▶ [What the exercise asks]: Copy out each line below in which the string "down" appears.

▶ [Entries provided]:
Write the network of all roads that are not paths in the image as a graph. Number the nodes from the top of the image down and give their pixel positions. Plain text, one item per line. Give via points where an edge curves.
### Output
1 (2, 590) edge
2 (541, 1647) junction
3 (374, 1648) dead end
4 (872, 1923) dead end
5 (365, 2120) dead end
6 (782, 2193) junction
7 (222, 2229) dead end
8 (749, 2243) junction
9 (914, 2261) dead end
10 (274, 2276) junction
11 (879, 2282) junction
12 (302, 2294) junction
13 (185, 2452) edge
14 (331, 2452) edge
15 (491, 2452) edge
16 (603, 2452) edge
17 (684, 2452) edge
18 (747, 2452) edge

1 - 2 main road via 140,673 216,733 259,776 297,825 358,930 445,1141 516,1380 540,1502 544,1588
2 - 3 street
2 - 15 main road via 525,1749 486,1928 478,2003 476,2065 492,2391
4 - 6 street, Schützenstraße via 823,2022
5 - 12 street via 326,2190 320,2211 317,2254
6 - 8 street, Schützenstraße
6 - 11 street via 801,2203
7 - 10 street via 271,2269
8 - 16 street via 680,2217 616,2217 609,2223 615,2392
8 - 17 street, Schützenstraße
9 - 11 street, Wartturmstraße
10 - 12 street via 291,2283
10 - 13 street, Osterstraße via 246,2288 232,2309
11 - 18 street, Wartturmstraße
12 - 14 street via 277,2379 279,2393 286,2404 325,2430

* * *

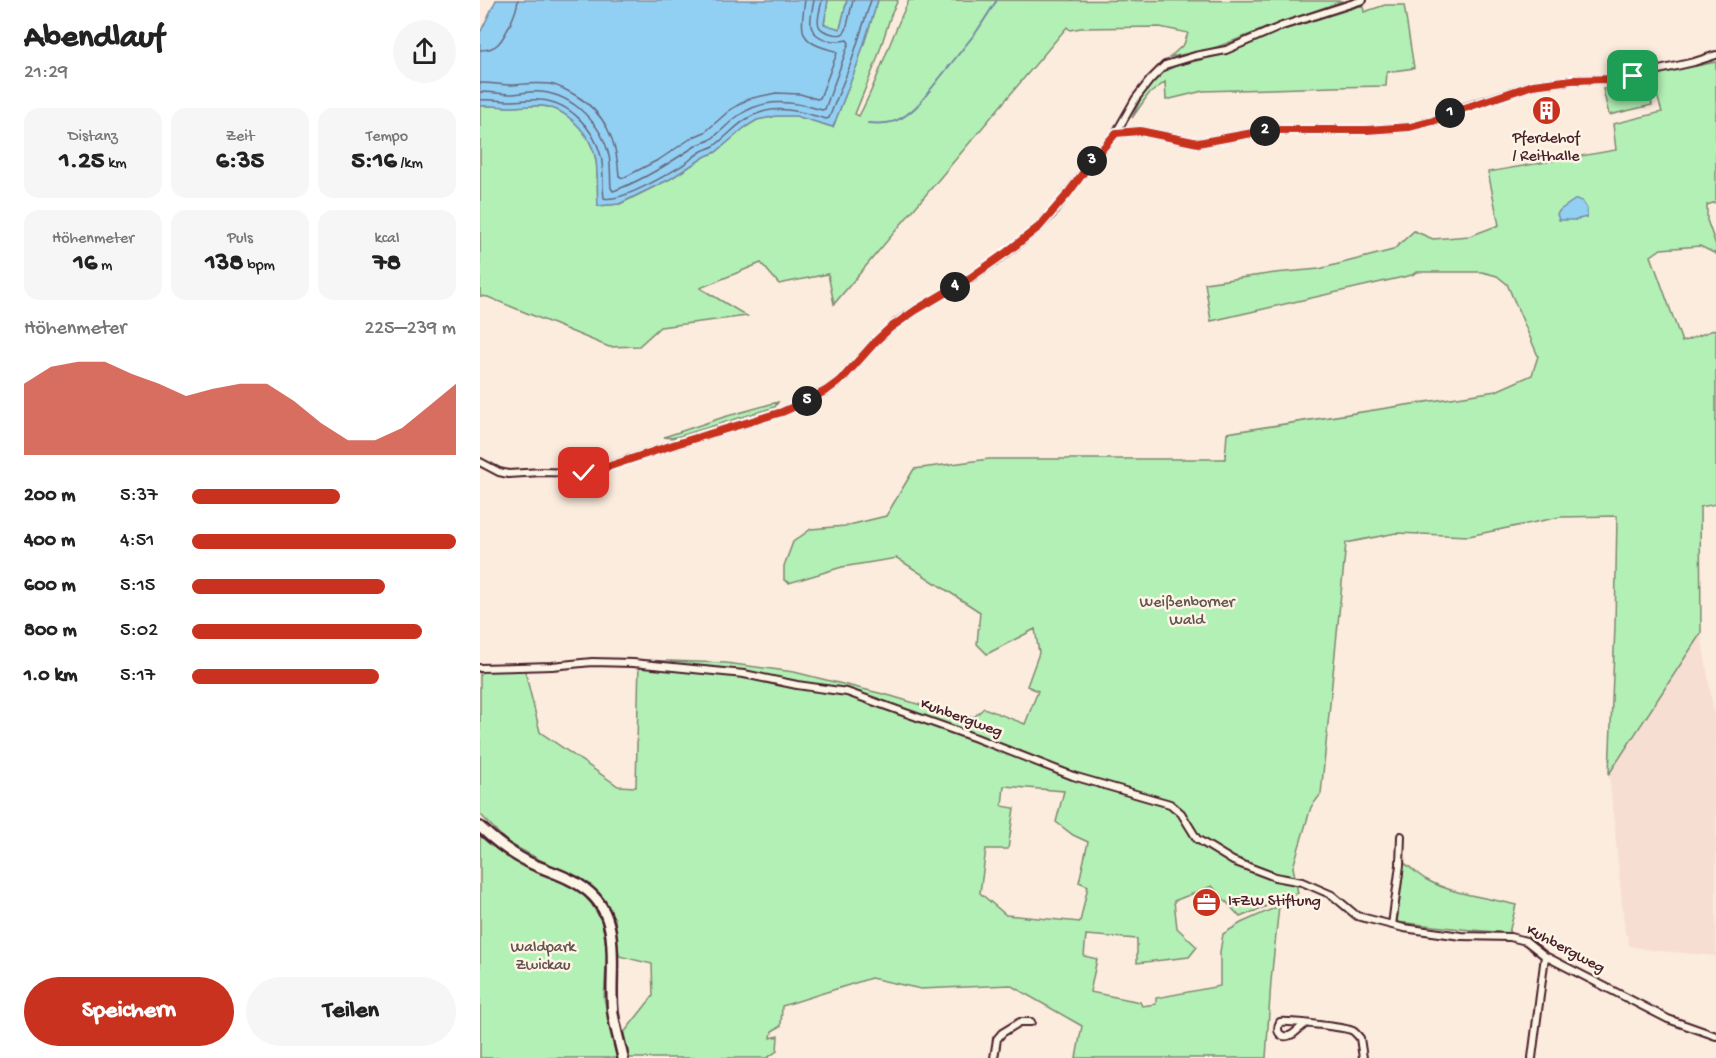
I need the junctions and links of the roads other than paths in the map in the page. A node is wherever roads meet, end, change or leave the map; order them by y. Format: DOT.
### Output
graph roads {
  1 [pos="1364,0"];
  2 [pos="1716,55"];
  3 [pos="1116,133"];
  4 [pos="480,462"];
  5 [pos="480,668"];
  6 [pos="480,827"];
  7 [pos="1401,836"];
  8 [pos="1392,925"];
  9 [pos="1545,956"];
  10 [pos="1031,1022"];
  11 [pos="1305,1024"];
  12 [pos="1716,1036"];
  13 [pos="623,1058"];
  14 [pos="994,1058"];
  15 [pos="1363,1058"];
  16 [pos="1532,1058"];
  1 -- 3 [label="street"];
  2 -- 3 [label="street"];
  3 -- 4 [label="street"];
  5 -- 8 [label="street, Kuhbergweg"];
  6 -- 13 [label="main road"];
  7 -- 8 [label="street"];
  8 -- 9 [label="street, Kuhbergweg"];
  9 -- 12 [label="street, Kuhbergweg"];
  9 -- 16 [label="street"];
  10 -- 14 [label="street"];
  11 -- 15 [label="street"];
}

==

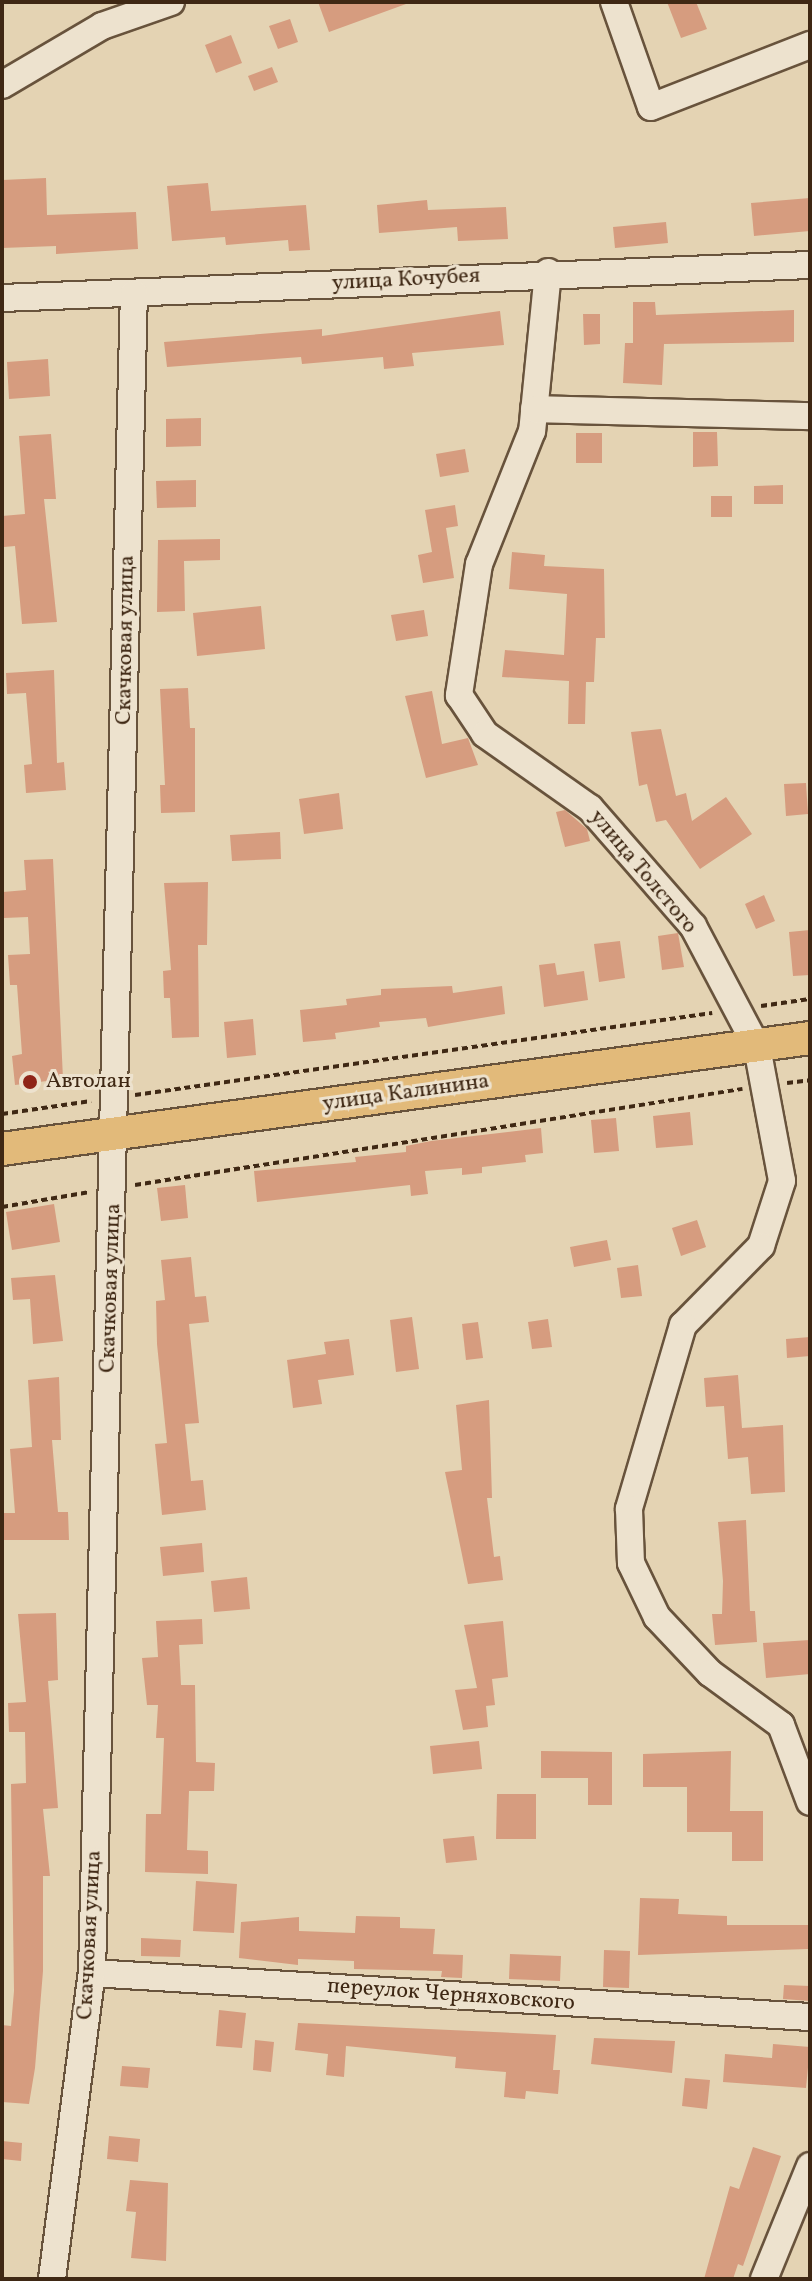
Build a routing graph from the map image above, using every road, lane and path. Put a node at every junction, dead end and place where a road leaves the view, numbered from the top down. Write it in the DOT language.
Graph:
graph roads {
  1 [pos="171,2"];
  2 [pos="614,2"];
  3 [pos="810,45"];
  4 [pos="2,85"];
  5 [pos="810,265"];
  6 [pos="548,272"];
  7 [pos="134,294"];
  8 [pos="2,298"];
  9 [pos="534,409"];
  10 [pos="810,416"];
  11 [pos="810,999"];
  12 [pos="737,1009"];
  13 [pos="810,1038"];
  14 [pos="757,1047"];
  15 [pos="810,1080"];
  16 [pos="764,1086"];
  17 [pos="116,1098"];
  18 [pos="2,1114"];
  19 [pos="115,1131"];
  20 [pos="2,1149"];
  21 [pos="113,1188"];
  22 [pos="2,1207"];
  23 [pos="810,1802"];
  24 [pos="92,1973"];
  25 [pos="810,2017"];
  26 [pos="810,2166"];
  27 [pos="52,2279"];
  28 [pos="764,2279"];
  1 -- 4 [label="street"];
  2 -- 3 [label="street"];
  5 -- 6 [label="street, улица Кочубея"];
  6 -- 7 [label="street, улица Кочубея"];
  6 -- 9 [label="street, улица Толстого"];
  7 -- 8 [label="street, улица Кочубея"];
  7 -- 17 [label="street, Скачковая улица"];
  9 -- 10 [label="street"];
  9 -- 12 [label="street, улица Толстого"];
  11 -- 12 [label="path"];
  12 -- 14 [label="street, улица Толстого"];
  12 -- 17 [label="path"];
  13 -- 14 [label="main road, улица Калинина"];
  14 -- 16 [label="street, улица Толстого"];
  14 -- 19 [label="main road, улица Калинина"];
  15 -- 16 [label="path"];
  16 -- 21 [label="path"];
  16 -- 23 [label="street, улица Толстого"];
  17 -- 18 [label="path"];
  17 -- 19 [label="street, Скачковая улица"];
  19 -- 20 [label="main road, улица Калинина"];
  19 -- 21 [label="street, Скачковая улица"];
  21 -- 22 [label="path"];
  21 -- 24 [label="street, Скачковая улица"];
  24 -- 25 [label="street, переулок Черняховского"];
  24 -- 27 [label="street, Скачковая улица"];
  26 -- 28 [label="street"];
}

▶ [Reply to the task]:
Write the network of all roads that are not paths in the image as a graph. Number the nodes from the top of the image down and give their pixel positions. Plain text, one item per line. Give via points where an edge curves.
Build a routing graph from the map image above, using every road, lane and path. Put a node at every junction, dead end and place where a road leaves the view, numbered from the top down. Write it in the DOT language.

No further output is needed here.